When it comes to investing in stocks, before the investors decide to buy a stock, there are two reasons. First, we believe the stock price will rise higher than the purchase date. Second because the shares will pay dividends on a regular basis. Investors who can make a return to meet their goals must have one important factor which is understanding the basic characteristics and risk of the stock as well. The most common types of stocks are Value Stock and Growth Stock.
A common stock known by investors as "good and cheap stock" has a strong fundamental. By the general, it is a stable business, performance is growing steadily, and cash flow and dividend yield are high.
For the criteria that determine which stocks are value stock, consider the following.
1.High Dividend Yield, higher than the market average or the same industry ***
2.P/E Ratio below the market average or the same industry group and the performance will be lower than the stock in the same group or lower than expected. ***
3.P/BV Ratio, below average of market or same industry group ***
Most of the growth stocks are opposite to the value stocks which is they have outstanding performance. (Expand business and use high investment) It is known by investors as a "good and expensive " stock. Cash flow and dividend yield are low, or some companies will not pay dividends. The criteria used to decide which stocks are growth stocks consider the following.

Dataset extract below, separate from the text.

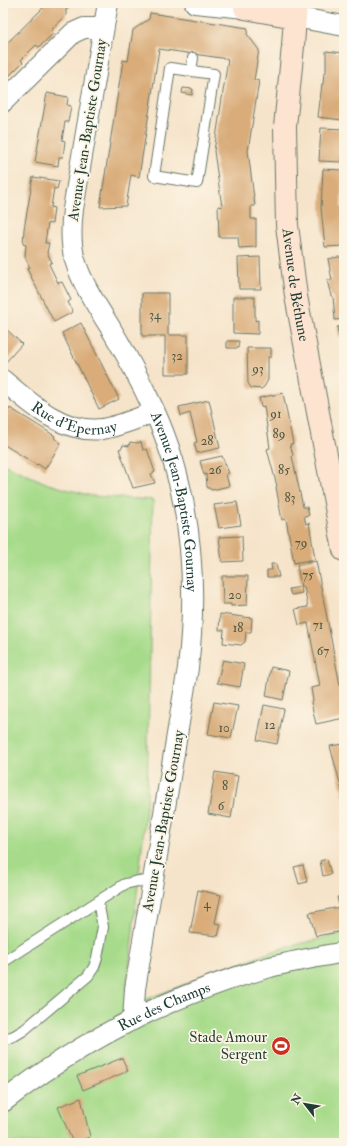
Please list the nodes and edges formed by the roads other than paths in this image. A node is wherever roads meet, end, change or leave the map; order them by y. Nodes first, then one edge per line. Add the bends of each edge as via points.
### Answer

1.Low Dividend Yield, below average of market or same industry group. Business must reserve working capital for business expansion. **
2.P/E Ratio is higher than the market average or the same industry group. With good sales and profitability, investors are willing to buy these stock at an expensive price. ***
3.P/BV Ratio higher than the market average or the same industry group ***
These 2 types of stocks good for whom
For both stock investment strategies, if you are a long-term investment investor (i.e. 3 years, 5 years), focus on getting dividends, it will invest the value stock. While short-term investors (for example, less than 1 year) and goal is the profit from capital gain will choose growth stock.
However, long-term investment in the stock market will have a high chance of success or another word it can reduce the loss. Example from Fama and French research entitled the cross-section of expected returns, published in the Journal of Finance, 1992.
The research focuses on P / E Ratio and P / BV ratios that affect the returns of US equities. The study was conducted between 1963 and 1990. Divided the stocks by P / E Ratio and P / BV Ratio into 10 groups using P/E Ratio and P/BV Ratio from low value to high value. Then calculate the future return of all 10 stocks.
The results of the study found that lowest P / E Ratio and P / BV Ratio are value stock. The average return for this group is 21 - 23% per year. For the highest P / E ratios and P / BV ratios are those with an average yield of 7-12% per annum.
In addition, Fama and French research also investigates 12 other global stock markets to see the returns of value stock and growth stock. By focused on the P / E Ratio, P / Rati Ratio and dividend, it was found that between 1975 and 1995 the value stock returns were higher than the growth stock and higher than the overall stock market returns in all countries.
For the moment of investment between value stock and growth stock. It has been noted that value-for-money investors are investing in value stock first to receive dividends. And when the company started operating better, investors who focus on growing stocks start investing. While value stock investors value estimate that price is going to be expensive, it will gradually sell them.
Likewise, if the company starts to strengthen, sales growth and profitability have begun to decline. Investors who focus on growth stocks will gradually start selling shares to profit from capital gain. It will be a rally that value stock investors will invest instead.
Today, there is no fixed formula that investors who focus on value stocks will generate more returns. Or focusing on getting growth stock into portfolios will be more successful. Because selecting stocks is only one factor. Before deciding on a stock, consider other factors such as economic analysis, industry analysis, company Analysis, share valuation and include choosing stock type to suit your investment style.
1.Company financial ratios such as P / E Ratio, P / BV Ratio are available on the Stock Exchange of Thailand website. (www.set.or.th) , which will include the latest and the last 5 years.